┌──

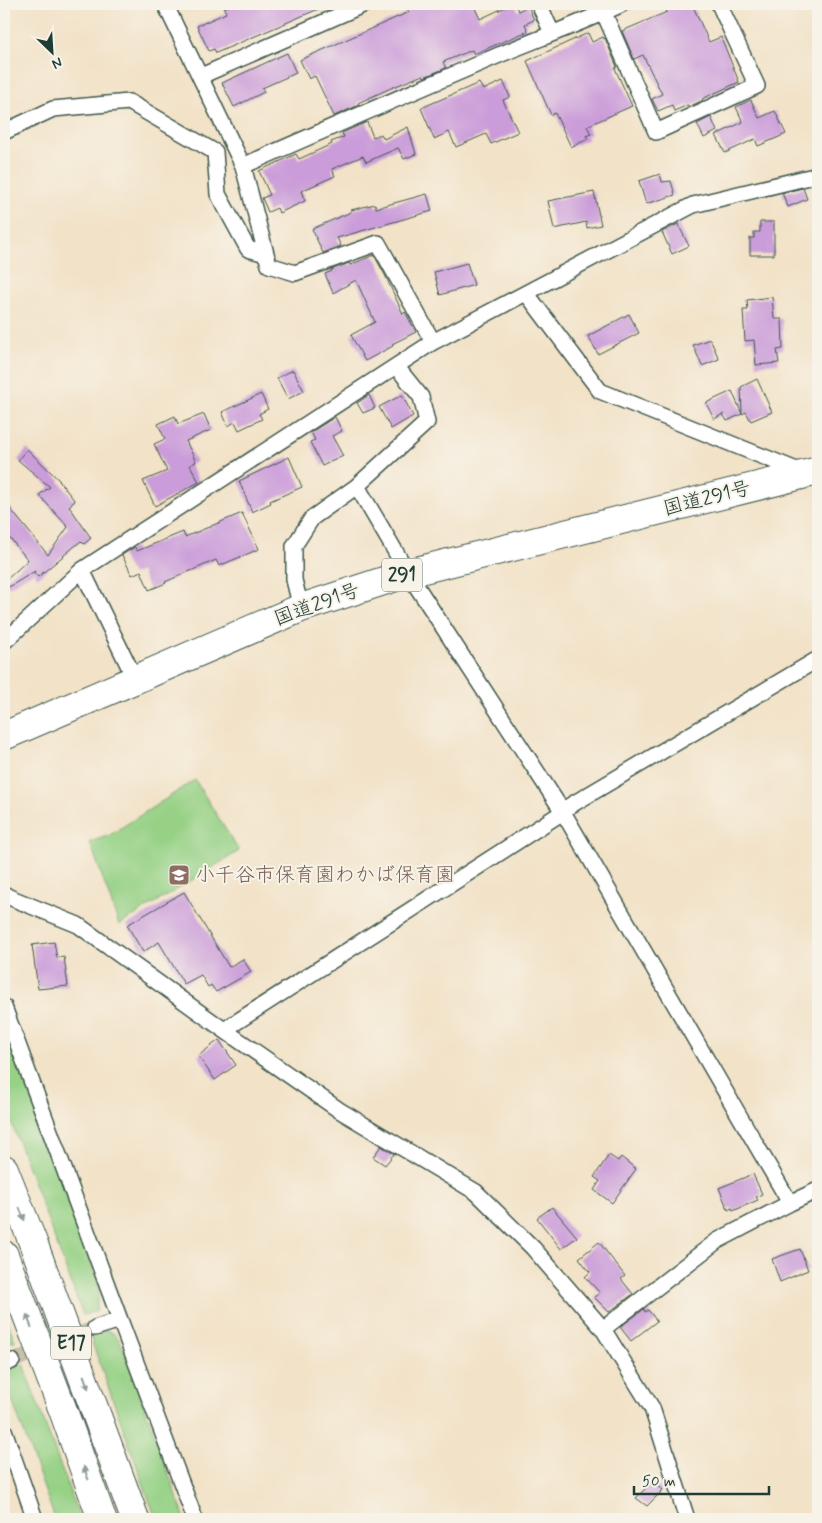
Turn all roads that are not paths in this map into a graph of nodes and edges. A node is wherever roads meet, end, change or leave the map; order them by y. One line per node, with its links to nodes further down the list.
1 (166, 4): 8 (street)
2 (365, 4): 8 (street)
3 (539, 4): 7 (street)
4 (622, 4): 6 (street)
5 (719, 4): 6 (street)
6 (604, 13): 7 (street)
7 (552, 33): 10 (street)
8 (201, 76): 10 (street)
9 (4, 132): 12 (street)
10 (243, 166): 12 (street)
11 (818, 175): 13 (street)
12 (266, 254): 14 (street)
13 (527, 294): 14 (street); 16 (street)
14 (433, 342): 15 (street)
15 (396, 366): 17 (street); 18 (street)
16 (814, 475): 19 (highway, 国道291号 / 291)
17 (357, 486): 19 (street); 20 (street)
18 (82, 570): 21 (street); 23 (street)
19 (408, 573): 20 (highway, 国道291号 / 291); 25 (street)
20 (301, 608): 23 (highway, 国道291号 / 291)
21 (4, 642)
22 (818, 659): 25 (street)
23 (135, 679): 24 (highway, 国道291号 / 291)
24 (4, 736)
25 (562, 811): 28 (street); 31 (street)
26 (4, 894): 28 (street)
27 (4, 1007): 33 (street)
28 (224, 1030): 35 (street)
29 (4, 1168): 39 (highway, E17, one-way to 39)
30 (818, 1190): 31 (street)
31 (790, 1203): 35 (street)
32 (4, 1255): 38 (highway, E17, one-way to 32)
33 (120, 1320): 34 (street); 40 (street)
34 (95, 1328)
35 (602, 1329): 41 (street)
36 (4, 1430): 37 (street)
37 (34, 1519)
38 (102, 1519)
39 (136, 1519)
40 (195, 1519)
41 (687, 1519)

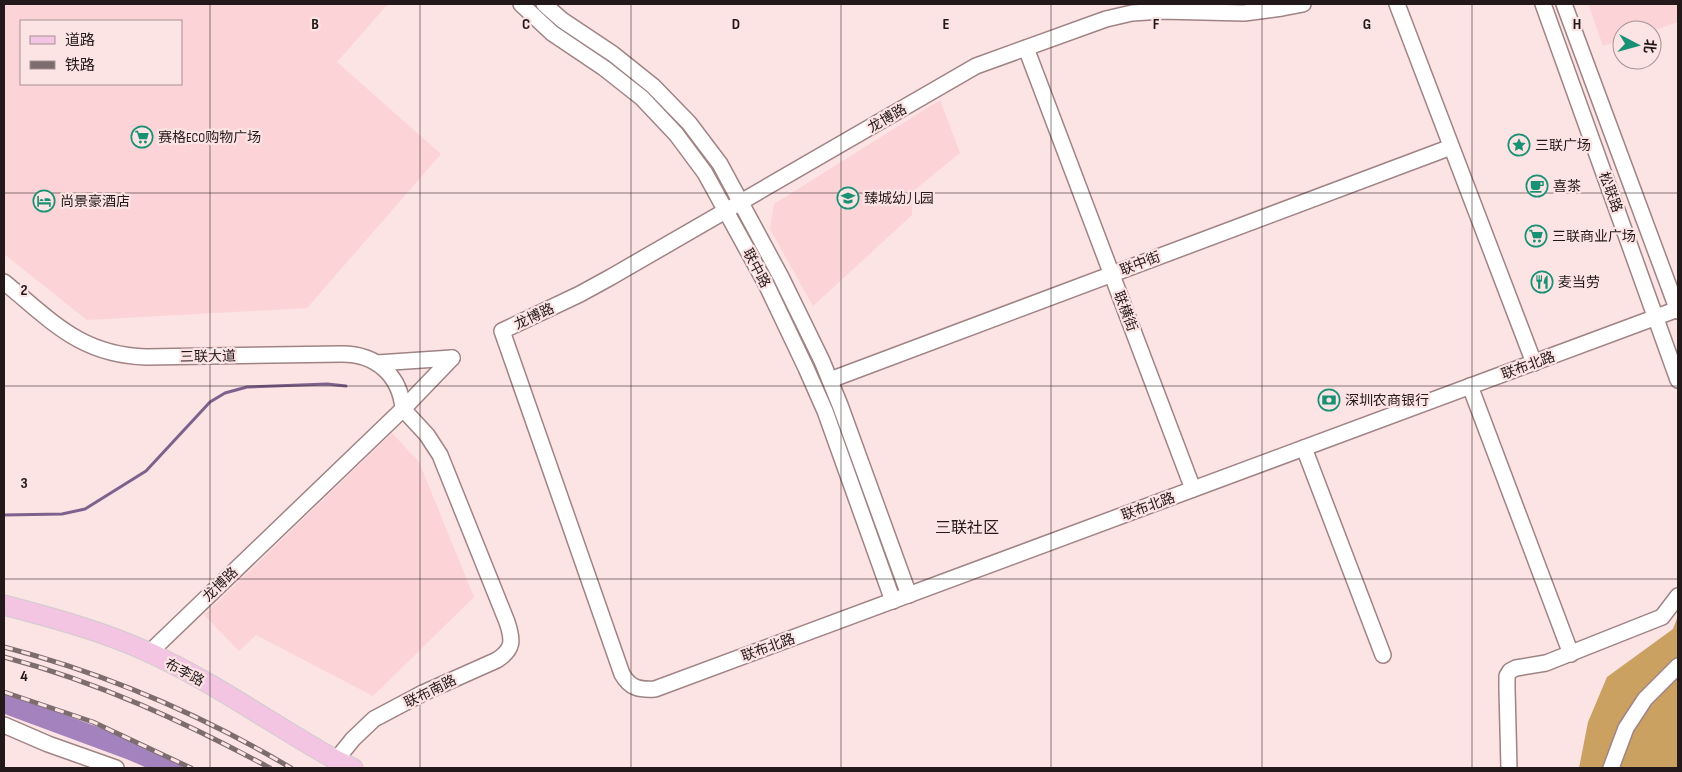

└──

Output the data exactly. Pictures don't belong in the result.

Turn all roads that are not paths in this map into a graph of nodes and edges. A node is wherever roads meet, end, change or leave the map; order them by y. One line per node, with its links to nodes further down the list.
1 (166, 4): 8 (street)
2 (365, 4): 8 (street)
3 (539, 4): 7 (street)
4 (622, 4): 6 (street)
5 (719, 4): 6 (street)
6 (604, 13): 7 (street)
7 (552, 33): 10 (street)
8 (201, 76): 10 (street)
9 (4, 132): 12 (street)
10 (243, 166): 12 (street)
11 (818, 175): 13 (street)
12 (266, 254): 14 (street)
13 (527, 294): 14 (street); 16 (street)
14 (433, 342): 15 (street)
15 (396, 366): 17 (street); 18 (street)
16 (814, 475): 19 (highway, 国道291号 / 291)
17 (357, 486): 19 (street); 20 (street)
18 (82, 570): 21 (street); 23 (street)
19 (408, 573): 20 (highway, 国道291号 / 291); 25 (street)
20 (301, 608): 23 (highway, 国道291号 / 291)
21 (4, 642)
22 (818, 659): 25 (street)
23 (135, 679): 24 (highway, 国道291号 / 291)
24 (4, 736)
25 (562, 811): 28 (street); 31 (street)
26 (4, 894): 28 (street)
27 (4, 1007): 33 (street)
28 (224, 1030): 35 (street)
29 (4, 1168): 39 (highway, E17, one-way to 39)
30 (818, 1190): 31 (street)
31 (790, 1203): 35 (street)
32 (4, 1255): 38 (highway, E17, one-way to 32)
33 (120, 1320): 34 (street); 40 (street)
34 (95, 1328)
35 (602, 1329): 41 (street)
36 (4, 1430): 37 (street)
37 (34, 1519)
38 (102, 1519)
39 (136, 1519)
40 (195, 1519)
41 (687, 1519)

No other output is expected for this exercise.